— What you will do —
Read the lines below. Copy out any that hold the string "Hillcroft".

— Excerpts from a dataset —
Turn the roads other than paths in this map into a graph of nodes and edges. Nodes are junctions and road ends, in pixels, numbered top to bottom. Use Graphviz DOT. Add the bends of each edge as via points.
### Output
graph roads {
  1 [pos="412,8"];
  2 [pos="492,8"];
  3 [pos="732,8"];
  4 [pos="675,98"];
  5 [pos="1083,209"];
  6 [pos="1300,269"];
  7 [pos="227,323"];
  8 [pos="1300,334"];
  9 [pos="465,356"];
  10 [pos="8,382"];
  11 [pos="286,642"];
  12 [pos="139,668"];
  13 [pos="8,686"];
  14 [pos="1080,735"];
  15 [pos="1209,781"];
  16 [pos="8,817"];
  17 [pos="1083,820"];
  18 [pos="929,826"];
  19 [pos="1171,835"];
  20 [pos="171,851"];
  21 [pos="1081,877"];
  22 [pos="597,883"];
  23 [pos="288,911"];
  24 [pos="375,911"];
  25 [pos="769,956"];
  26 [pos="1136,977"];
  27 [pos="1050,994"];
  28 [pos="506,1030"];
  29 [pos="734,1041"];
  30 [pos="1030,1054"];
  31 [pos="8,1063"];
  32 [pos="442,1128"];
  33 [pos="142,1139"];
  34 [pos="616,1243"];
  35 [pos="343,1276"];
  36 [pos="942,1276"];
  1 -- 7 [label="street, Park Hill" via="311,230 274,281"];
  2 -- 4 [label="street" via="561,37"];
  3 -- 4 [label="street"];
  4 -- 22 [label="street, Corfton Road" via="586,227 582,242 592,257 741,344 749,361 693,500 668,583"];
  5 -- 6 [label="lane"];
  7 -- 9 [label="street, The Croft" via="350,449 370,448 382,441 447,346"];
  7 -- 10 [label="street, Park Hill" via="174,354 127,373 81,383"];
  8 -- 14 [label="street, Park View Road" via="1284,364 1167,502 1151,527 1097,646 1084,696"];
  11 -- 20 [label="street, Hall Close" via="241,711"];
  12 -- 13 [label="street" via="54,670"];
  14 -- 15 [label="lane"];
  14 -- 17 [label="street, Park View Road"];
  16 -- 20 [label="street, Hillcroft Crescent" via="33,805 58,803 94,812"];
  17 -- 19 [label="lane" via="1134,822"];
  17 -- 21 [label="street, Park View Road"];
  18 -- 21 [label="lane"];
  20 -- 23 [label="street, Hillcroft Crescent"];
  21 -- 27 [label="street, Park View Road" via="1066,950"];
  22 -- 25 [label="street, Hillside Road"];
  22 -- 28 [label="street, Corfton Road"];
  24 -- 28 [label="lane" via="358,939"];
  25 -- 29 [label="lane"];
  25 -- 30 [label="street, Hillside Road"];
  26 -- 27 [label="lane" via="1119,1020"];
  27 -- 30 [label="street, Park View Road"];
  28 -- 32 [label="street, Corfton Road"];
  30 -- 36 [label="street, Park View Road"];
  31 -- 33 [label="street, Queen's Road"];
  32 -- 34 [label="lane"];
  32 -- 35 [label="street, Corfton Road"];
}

— Result for this task —
  16 -- 20 [label="street, Hillcroft Crescent" via="33,805 58,803 94,812"];
  20 -- 23 [label="street, Hillcroft Crescent"];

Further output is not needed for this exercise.